Shakespeare gebruikte de term ‘groenogig monster’ het beroemdst in Othello. In akte 3, scène 3 van het stuk probeert Iago Othello te manipuleren door te suggereren dat zijn vrouw Desdemona een affaire heeft. Iago plant de kiem van jaloezie in Othello’s geest door te zeggen:
“Pas op, mijn heer, voor jaloezie; het is het monster met de groene ogen dat spot met het vlees dat het eet.”
Shakespeare had dit idee al eerder gebruikt in De koopman van Venetië, waar Portia het heeft over “jaloezie met groene ogen” (akte 3, scène 2).
In Renaissance-Engeland werden de meeste emoties gekoppeld aan kleuren. Groen werd gekoppeld aan afgunst en jaloezie. Portia verwijst rechtstreeks naar ‘jaloezie met groene ogen’ en vervolgens, in het latere toneelstuk Othello, maakt Shakespeare er een nog beeldender idee van door er een monster van te maken, waarmee hij suggereert dat het machtig en gevaarlijk is. Hij voegt de waarschuwing ‘pas op’ toe om het nog dreigender te maken.

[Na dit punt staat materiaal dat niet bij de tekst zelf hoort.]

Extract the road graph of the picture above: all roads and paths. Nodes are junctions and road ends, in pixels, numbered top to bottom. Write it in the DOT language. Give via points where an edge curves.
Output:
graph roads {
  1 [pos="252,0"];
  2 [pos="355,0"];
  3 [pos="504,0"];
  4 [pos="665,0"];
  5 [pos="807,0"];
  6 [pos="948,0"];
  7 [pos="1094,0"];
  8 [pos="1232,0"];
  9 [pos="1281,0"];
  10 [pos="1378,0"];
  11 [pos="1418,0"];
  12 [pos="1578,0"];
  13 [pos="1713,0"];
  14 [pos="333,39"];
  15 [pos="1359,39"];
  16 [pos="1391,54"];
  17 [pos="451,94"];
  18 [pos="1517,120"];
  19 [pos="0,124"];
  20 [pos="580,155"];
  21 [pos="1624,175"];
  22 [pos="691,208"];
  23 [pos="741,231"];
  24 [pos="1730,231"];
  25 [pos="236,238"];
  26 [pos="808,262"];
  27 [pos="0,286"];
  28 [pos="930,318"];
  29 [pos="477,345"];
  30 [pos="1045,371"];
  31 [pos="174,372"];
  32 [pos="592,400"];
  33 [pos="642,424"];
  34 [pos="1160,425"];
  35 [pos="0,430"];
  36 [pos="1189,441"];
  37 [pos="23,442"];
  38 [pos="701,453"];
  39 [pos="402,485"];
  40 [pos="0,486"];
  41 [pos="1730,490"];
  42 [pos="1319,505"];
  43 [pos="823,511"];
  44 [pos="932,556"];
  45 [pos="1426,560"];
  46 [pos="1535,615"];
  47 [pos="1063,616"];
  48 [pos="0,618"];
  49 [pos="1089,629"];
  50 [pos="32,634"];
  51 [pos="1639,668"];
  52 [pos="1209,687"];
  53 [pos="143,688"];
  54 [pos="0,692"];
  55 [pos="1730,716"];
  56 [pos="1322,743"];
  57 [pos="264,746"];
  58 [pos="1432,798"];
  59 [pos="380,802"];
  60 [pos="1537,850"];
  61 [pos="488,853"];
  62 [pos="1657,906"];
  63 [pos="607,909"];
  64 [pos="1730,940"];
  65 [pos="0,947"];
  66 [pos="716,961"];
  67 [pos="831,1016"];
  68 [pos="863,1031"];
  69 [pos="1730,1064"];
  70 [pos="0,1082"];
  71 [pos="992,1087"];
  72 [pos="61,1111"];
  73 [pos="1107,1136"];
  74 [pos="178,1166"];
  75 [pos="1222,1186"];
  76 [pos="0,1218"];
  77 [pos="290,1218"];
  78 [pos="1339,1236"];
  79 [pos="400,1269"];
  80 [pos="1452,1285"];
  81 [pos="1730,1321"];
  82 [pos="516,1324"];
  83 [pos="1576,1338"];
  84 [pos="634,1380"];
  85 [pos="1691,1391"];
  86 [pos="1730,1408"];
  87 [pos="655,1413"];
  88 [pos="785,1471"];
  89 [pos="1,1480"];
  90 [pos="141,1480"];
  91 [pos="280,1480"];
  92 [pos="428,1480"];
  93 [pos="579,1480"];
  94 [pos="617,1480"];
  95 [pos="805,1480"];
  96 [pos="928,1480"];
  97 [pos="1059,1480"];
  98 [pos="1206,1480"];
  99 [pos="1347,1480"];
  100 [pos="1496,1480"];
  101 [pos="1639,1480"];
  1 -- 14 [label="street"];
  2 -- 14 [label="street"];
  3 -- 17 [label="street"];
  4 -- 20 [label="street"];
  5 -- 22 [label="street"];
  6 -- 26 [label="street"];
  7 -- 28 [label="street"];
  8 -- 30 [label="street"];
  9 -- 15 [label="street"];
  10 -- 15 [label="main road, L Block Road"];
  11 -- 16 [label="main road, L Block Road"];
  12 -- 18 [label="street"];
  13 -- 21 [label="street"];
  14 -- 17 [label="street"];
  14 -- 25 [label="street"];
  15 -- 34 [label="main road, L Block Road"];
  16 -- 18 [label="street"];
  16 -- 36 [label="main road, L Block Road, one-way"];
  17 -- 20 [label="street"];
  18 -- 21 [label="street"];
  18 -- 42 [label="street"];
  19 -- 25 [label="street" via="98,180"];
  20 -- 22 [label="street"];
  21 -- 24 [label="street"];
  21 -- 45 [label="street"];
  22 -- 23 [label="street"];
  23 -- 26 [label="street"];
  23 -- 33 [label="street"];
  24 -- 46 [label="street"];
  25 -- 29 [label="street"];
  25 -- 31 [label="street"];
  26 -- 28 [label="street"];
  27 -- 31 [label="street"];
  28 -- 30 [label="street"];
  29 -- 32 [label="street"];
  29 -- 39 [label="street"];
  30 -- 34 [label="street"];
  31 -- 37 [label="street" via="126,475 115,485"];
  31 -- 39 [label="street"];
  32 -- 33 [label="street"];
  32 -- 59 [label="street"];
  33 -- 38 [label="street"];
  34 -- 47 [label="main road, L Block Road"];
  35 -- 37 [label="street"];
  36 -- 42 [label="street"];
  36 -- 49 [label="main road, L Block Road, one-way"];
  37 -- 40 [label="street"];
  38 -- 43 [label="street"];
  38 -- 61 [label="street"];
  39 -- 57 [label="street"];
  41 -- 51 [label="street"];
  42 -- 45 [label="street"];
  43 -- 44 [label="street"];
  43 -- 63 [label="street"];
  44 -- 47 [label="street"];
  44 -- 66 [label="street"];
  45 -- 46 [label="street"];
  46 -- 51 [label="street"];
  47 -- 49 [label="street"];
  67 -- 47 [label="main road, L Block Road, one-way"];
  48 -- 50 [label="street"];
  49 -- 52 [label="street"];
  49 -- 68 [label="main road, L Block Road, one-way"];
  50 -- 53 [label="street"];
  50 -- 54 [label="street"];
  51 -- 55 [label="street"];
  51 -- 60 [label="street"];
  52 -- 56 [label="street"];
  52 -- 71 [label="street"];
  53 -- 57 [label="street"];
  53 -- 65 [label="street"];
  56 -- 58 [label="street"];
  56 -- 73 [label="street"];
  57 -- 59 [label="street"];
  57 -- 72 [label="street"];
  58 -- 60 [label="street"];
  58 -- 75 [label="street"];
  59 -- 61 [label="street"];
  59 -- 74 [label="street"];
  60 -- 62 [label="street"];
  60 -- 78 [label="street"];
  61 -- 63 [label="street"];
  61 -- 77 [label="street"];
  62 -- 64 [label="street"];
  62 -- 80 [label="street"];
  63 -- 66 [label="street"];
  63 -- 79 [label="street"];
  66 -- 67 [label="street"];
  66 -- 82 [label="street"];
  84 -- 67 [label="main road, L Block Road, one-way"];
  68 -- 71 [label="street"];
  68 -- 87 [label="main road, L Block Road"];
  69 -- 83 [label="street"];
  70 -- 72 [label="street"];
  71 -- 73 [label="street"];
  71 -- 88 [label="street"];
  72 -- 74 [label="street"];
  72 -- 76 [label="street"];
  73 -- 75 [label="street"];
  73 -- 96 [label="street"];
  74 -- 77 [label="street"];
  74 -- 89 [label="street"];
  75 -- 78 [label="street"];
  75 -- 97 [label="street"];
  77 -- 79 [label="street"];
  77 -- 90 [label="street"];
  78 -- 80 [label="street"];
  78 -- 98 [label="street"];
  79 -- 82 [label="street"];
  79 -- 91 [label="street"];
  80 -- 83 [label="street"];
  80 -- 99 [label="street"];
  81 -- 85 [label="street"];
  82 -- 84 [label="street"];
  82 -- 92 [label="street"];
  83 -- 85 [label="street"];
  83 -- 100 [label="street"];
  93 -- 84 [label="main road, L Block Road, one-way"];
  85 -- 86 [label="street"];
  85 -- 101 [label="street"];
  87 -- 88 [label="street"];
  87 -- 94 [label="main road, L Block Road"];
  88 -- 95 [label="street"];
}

En dus, hoewel het idee dat jaloezie groen is een alledaagse zaak was voor het publiek, heeft Shakespeare, zoals gewoonlijk, een doodgewone zaak genomen en er de onsterfelijke idiomatische, zeer visuele, zin van gemaakt – ‘monster met groene ogen.’
Dezer dagen verwijzen we nog steeds naar emoties in termen van kleur. We koppelen afgunst bijna altijd aan groen. We zeggen eerder ‘Ik ben groen van jaloezie’, dan gewoon ‘Ik ben jaloers’. En als we zeggen: ‘Ik ben groen,’ begrijpt iedereen het.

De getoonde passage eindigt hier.